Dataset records
======

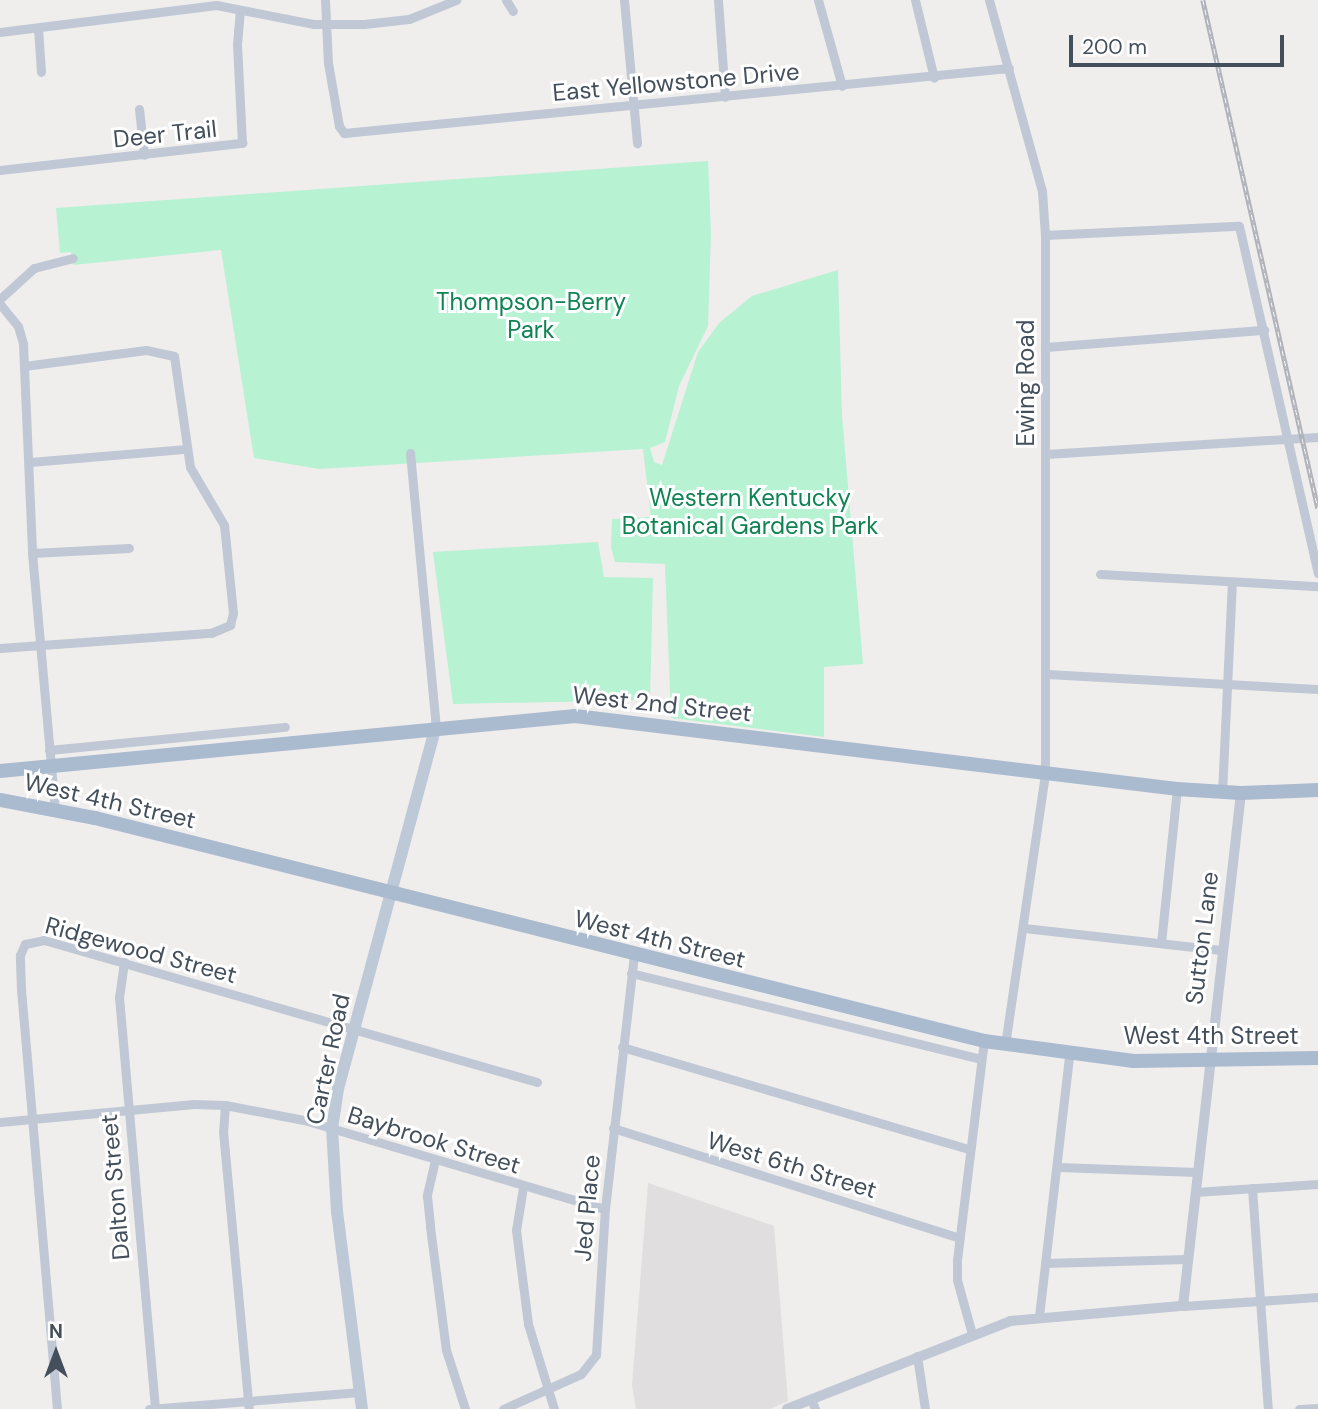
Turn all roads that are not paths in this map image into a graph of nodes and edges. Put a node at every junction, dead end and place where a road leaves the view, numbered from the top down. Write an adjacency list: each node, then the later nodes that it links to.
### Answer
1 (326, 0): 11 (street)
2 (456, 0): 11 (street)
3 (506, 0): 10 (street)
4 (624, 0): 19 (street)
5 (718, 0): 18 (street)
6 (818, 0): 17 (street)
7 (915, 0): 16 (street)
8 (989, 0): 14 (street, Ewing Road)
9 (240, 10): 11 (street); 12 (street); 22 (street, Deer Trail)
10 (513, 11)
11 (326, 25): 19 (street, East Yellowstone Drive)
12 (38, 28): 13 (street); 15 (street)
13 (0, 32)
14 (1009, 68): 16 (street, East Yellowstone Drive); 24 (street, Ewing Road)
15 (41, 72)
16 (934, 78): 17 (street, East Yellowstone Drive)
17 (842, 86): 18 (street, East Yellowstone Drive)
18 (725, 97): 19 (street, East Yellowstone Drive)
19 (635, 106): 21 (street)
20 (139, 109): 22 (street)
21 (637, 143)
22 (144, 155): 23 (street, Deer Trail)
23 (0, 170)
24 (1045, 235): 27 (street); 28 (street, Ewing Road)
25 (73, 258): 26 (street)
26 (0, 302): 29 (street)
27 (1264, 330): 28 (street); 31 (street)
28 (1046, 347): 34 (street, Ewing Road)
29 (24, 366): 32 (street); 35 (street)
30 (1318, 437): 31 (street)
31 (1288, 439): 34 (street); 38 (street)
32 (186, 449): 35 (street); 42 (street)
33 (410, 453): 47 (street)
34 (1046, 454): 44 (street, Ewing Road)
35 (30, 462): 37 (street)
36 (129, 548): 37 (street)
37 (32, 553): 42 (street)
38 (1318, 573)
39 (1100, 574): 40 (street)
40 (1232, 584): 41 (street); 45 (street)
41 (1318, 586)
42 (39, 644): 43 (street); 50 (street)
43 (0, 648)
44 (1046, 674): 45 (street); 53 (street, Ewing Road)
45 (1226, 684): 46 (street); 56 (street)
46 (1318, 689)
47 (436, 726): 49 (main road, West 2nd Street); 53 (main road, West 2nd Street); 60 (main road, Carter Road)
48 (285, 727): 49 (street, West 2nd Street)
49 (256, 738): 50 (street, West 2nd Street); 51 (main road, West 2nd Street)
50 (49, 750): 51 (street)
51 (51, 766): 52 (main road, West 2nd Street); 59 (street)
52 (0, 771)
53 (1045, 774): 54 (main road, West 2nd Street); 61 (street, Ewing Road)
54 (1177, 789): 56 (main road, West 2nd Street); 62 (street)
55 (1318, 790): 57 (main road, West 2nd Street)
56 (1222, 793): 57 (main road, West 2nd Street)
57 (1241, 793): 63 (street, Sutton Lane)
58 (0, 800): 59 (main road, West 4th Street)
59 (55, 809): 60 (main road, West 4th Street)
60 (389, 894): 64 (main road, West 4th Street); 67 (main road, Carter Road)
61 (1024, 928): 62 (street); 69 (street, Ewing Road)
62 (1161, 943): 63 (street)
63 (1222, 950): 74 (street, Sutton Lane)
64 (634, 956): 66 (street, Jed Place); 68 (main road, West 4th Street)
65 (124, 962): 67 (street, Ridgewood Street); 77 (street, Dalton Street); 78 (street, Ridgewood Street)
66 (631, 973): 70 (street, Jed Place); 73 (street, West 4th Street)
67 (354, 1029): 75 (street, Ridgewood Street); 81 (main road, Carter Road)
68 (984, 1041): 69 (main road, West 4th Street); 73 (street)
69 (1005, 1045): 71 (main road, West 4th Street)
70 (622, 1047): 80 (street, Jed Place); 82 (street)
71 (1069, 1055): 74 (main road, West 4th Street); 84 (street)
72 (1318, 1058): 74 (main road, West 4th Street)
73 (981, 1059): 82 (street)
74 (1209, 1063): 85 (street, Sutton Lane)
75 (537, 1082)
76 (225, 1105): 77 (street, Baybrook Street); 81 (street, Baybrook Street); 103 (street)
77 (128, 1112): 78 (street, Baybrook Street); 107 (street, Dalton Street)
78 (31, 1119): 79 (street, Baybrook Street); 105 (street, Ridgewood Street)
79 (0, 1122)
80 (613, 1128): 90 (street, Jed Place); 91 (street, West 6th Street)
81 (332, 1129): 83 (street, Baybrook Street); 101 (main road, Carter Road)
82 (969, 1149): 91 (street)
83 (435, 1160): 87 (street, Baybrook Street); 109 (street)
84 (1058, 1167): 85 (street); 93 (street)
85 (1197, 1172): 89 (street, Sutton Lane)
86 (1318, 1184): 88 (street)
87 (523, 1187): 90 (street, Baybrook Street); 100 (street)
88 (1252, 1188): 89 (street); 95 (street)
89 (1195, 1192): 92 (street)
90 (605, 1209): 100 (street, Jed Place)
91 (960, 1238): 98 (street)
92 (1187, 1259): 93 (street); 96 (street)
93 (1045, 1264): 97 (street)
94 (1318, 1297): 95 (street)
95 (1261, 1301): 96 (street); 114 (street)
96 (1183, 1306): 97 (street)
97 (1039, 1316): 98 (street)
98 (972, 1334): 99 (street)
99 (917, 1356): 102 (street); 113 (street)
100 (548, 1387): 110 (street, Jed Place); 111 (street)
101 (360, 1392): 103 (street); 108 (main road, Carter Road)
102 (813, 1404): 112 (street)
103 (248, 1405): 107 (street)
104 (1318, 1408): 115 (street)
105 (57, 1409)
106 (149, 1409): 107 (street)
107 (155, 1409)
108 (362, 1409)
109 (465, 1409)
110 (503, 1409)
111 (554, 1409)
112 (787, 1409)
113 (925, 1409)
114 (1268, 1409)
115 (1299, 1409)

======

Return each line from the data where the string "Sutton" can be found.

57 (1241, 793): 63 (street, Sutton Lane)
63 (1222, 950): 74 (street, Sutton Lane)
74 (1209, 1063): 85 (street, Sutton Lane)
85 (1197, 1172): 89 (street, Sutton Lane)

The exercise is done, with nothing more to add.